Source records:
--*--

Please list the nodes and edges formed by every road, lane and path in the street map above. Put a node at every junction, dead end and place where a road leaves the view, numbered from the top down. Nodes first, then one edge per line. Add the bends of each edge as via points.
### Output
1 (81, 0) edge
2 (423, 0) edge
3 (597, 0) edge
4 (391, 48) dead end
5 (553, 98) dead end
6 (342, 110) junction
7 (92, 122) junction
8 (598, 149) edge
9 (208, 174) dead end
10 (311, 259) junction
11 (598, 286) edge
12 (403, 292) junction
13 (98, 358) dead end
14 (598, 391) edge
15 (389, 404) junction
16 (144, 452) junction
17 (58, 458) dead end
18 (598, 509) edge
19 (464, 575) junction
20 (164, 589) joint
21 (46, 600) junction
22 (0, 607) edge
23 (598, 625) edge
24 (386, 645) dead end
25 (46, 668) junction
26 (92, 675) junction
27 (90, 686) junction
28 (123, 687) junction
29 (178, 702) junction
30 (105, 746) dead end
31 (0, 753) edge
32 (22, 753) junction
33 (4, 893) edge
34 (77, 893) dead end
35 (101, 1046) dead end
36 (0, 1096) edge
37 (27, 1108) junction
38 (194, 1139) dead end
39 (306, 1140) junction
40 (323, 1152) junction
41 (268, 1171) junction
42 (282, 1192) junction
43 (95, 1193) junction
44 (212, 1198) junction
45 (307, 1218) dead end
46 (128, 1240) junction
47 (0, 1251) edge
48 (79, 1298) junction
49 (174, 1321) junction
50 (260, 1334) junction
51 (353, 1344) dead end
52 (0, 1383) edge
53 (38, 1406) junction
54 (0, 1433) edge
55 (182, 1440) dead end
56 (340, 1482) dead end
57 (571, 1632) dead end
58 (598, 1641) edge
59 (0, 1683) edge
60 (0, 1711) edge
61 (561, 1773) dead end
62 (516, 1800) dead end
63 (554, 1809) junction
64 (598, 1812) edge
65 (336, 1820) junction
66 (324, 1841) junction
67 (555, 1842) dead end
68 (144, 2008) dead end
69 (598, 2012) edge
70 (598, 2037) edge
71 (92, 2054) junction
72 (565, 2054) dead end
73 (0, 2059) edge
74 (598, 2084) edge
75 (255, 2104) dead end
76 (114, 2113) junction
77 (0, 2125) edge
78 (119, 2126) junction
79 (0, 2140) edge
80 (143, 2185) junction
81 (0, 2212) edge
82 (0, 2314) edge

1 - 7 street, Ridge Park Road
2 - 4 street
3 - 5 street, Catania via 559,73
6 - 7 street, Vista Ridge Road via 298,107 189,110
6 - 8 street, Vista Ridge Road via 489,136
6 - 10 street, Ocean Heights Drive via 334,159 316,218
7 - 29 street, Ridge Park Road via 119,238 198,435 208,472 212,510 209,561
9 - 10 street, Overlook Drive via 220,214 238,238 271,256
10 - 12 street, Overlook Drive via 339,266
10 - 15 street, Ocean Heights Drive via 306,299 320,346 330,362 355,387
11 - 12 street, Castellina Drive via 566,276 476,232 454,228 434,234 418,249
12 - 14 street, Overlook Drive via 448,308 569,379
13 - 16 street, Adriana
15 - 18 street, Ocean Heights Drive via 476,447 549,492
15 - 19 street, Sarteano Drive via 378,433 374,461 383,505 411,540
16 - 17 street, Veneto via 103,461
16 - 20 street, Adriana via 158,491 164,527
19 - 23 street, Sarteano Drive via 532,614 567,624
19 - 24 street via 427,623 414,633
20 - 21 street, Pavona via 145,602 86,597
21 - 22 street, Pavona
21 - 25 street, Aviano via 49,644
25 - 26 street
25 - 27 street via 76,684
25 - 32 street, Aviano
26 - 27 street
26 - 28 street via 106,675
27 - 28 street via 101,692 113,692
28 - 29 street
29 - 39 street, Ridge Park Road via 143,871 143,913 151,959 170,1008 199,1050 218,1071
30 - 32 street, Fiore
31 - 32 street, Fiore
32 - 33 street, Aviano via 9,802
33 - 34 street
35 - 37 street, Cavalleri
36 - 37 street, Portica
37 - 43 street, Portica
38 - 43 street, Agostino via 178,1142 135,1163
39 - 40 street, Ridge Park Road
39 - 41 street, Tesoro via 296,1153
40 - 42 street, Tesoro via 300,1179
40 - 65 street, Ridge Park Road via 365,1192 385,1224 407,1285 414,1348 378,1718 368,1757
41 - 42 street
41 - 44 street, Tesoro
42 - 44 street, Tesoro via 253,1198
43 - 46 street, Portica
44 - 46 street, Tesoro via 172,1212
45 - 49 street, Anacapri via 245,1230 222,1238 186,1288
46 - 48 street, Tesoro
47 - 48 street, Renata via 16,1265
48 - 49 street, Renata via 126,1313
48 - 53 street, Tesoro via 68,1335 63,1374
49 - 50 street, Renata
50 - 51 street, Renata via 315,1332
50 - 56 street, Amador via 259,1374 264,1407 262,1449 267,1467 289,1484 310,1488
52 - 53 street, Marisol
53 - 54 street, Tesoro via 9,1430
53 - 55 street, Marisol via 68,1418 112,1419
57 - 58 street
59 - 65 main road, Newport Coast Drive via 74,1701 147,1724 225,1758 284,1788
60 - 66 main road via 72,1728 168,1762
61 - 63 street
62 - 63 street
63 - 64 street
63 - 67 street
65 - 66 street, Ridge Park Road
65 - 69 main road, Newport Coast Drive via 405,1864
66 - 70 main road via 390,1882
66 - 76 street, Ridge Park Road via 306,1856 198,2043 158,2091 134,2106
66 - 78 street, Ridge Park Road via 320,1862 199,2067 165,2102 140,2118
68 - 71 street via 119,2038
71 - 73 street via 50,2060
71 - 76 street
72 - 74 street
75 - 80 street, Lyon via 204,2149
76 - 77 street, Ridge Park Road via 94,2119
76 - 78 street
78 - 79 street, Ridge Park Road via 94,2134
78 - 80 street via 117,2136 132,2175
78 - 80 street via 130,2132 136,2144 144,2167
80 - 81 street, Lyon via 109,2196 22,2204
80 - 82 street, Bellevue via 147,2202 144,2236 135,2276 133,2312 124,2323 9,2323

--*--

Show every line of the records above that contains the word "Park".

1 - 7 street, Ridge Park Road
7 - 29 street, Ridge Park Road via 119,238 198,435 208,472 212,510 209,561
29 - 39 street, Ridge Park Road via 143,871 143,913 151,959 170,1008 199,1050 218,1071
39 - 40 street, Ridge Park Road
40 - 65 street, Ridge Park Road via 365,1192 385,1224 407,1285 414,1348 378,1718 368,1757
65 - 66 street, Ridge Park Road
66 - 76 street, Ridge Park Road via 306,1856 198,2043 158,2091 134,2106
66 - 78 street, Ridge Park Road via 320,1862 199,2067 165,2102 140,2118
76 - 77 street, Ridge Park Road via 94,2119
78 - 79 street, Ridge Park Road via 94,2134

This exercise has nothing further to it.